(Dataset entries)
______________________________

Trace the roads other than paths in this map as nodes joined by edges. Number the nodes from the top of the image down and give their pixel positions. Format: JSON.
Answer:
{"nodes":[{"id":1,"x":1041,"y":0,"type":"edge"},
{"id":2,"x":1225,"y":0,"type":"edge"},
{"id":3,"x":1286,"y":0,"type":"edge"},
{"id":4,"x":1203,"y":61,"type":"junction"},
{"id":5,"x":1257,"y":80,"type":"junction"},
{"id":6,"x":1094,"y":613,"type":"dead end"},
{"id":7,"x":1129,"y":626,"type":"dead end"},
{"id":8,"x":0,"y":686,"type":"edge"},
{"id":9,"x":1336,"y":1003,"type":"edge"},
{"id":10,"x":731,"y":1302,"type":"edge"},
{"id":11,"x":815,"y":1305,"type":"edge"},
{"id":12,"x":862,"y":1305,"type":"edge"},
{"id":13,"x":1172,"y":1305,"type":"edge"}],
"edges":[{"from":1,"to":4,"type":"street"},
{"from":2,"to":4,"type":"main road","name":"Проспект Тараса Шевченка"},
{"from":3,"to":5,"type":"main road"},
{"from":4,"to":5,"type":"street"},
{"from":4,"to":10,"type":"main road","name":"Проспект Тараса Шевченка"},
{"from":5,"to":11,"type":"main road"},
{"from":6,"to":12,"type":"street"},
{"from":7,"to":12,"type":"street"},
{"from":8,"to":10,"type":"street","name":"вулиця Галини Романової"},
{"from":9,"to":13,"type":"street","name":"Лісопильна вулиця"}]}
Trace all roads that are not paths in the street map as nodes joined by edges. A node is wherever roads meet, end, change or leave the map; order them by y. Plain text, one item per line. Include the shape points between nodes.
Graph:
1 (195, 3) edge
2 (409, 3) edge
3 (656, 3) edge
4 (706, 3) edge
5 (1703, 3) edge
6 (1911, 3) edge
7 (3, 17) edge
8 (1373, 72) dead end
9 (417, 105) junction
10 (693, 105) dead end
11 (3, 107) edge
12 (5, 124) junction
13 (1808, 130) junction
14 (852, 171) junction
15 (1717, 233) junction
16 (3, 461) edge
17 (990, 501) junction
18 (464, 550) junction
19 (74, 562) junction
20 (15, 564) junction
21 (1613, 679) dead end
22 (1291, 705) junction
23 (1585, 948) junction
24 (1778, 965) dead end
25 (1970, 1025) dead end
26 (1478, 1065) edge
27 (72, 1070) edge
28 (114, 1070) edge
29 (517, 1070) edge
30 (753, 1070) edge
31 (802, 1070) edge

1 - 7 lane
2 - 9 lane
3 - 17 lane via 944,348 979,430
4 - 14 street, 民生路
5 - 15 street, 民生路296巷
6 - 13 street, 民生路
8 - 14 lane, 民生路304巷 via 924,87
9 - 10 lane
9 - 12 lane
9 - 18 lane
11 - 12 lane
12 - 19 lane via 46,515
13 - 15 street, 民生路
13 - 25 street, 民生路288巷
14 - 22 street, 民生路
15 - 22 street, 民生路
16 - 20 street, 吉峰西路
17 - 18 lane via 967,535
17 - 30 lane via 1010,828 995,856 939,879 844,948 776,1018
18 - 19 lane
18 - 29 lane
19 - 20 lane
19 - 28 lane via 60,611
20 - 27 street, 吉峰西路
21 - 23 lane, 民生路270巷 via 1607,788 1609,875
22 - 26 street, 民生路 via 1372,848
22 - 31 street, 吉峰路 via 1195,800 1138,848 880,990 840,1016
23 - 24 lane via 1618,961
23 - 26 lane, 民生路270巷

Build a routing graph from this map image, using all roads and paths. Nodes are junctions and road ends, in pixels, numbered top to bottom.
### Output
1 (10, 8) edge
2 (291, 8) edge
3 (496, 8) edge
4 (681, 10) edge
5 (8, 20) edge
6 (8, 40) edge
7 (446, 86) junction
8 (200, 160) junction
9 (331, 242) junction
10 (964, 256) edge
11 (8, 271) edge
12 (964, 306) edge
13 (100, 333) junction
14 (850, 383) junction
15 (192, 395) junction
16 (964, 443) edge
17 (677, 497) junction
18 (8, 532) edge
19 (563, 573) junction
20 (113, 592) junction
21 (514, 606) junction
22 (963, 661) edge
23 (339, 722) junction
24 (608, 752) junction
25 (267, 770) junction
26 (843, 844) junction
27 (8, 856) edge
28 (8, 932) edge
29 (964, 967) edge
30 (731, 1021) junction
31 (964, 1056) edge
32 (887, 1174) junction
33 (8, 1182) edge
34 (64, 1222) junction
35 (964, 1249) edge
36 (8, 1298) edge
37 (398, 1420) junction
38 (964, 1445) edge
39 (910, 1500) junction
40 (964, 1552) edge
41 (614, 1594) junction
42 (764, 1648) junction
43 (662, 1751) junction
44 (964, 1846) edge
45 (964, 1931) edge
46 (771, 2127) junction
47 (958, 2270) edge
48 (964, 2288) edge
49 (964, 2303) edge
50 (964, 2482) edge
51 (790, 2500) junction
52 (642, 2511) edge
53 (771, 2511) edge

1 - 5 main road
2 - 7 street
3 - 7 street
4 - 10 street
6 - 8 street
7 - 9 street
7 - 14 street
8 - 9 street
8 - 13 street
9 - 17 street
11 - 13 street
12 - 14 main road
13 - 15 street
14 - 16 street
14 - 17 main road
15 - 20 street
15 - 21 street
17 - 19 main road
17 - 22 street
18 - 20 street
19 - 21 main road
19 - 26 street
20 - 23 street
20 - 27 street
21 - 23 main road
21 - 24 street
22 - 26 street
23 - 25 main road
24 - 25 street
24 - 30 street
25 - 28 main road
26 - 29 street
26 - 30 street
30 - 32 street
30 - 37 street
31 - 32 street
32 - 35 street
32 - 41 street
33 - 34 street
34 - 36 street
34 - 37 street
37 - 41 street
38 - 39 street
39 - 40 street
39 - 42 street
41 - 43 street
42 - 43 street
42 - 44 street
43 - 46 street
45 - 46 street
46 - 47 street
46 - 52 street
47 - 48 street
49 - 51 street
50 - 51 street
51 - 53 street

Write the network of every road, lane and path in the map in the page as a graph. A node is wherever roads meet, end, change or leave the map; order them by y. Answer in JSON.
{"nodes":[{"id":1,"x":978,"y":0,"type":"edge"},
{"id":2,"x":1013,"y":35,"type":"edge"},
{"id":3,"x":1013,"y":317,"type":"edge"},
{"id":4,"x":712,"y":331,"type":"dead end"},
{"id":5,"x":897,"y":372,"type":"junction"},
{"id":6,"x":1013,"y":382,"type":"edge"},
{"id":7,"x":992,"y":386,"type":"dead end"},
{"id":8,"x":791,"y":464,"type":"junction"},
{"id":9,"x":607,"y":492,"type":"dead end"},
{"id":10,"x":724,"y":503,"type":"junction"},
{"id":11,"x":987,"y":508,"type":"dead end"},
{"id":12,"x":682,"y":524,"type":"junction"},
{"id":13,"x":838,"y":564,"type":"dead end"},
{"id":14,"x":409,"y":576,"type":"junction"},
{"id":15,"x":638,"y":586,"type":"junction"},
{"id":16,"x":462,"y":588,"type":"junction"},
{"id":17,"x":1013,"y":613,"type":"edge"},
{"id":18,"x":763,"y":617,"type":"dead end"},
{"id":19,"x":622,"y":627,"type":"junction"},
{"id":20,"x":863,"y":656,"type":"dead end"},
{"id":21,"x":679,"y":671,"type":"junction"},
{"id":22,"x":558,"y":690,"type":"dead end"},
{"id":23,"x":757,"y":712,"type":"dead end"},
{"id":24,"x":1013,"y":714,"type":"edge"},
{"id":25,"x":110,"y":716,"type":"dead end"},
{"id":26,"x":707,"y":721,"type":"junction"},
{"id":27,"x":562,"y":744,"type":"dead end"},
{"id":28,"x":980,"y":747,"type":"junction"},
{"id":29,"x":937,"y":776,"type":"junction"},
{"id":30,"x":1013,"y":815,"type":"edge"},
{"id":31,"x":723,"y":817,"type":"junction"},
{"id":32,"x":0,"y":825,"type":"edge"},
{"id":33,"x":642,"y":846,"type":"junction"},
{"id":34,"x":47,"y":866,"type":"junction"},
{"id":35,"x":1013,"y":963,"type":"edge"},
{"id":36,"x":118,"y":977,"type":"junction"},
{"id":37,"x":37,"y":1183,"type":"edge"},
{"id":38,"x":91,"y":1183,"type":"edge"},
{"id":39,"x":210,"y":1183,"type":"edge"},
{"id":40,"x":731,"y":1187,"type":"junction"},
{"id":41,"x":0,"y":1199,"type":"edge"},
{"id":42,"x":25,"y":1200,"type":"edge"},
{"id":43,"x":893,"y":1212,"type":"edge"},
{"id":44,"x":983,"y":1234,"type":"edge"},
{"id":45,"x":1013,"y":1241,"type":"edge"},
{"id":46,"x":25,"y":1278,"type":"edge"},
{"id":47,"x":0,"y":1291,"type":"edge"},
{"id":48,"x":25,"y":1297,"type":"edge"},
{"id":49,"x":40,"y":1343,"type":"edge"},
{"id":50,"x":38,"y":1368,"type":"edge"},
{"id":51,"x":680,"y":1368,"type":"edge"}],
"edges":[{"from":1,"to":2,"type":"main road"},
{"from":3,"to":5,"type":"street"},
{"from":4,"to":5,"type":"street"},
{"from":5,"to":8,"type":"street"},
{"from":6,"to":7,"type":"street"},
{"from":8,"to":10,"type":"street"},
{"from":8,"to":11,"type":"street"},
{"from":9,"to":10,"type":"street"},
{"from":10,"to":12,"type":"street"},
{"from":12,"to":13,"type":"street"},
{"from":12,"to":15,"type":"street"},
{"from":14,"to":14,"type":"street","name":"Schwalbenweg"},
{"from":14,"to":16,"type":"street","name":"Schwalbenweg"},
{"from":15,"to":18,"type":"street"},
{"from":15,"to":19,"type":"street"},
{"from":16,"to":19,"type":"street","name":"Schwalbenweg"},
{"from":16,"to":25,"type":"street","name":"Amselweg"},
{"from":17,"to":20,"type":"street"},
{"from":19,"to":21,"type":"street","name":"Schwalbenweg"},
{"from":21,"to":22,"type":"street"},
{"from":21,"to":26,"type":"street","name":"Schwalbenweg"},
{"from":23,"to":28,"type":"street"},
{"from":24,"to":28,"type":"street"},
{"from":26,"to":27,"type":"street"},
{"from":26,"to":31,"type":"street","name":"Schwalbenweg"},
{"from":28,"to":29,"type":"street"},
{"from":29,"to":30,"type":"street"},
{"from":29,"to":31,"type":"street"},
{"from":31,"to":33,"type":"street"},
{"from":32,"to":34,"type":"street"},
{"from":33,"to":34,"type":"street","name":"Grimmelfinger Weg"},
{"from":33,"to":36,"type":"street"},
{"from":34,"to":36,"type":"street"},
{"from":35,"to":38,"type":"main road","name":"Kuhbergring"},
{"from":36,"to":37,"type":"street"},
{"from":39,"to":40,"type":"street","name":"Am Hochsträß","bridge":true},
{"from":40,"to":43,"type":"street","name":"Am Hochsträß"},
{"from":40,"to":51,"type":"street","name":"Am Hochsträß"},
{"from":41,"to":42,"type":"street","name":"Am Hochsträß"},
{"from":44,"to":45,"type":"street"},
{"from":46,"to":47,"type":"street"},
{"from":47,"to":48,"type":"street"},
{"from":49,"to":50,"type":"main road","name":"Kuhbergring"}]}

______________________________

What the exercise asks:
Starting with the first line of the records above, give back each line exactly until the line with "Trace all roads" has been given as well.

Solution below:
Trace the roads other than paths in this map as nodes joined by edges. Number the nodes from the top of the image down and give their pixel positions. Format: JSON.
Answer:
{"nodes":[{"id":1,"x":1041,"y":0,"type":"edge"},
{"id":2,"x":1225,"y":0,"type":"edge"},
{"id":3,"x":1286,"y":0,"type":"edge"},
{"id":4,"x":1203,"y":61,"type":"junction"},
{"id":5,"x":1257,"y":80,"type":"junction"},
{"id":6,"x":1094,"y":613,"type":"dead end"},
{"id":7,"x":1129,"y":626,"type":"dead end"},
{"id":8,"x":0,"y":686,"type":"edge"},
{"id":9,"x":1336,"y":1003,"type":"edge"},
{"id":10,"x":731,"y":1302,"type":"edge"},
{"id":11,"x":815,"y":1305,"type":"edge"},
{"id":12,"x":862,"y":1305,"type":"edge"},
{"id":13,"x":1172,"y":1305,"type":"edge"}],
"edges":[{"from":1,"to":4,"type":"street"},
{"from":2,"to":4,"type":"main road","name":"Проспект Тараса Шевченка"},
{"from":3,"to":5,"type":"main road"},
{"from":4,"to":5,"type":"street"},
{"from":4,"to":10,"type":"main road","name":"Проспект Тараса Шевченка"},
{"from":5,"to":11,"type":"main road"},
{"from":6,"to":12,"type":"street"},
{"from":7,"to":12,"type":"street"},
{"from":8,"to":10,"type":"street","name":"вулиця Галини Романової"},
{"from":9,"to":13,"type":"street","name":"Лісопильна вулиця"}]}
Trace all roads that are not paths in the street map as nodes joined by edges. A node is wherever roads meet, end, change or leave the map; order them by y. Plain text, one item per line. Include the shape points between nodes.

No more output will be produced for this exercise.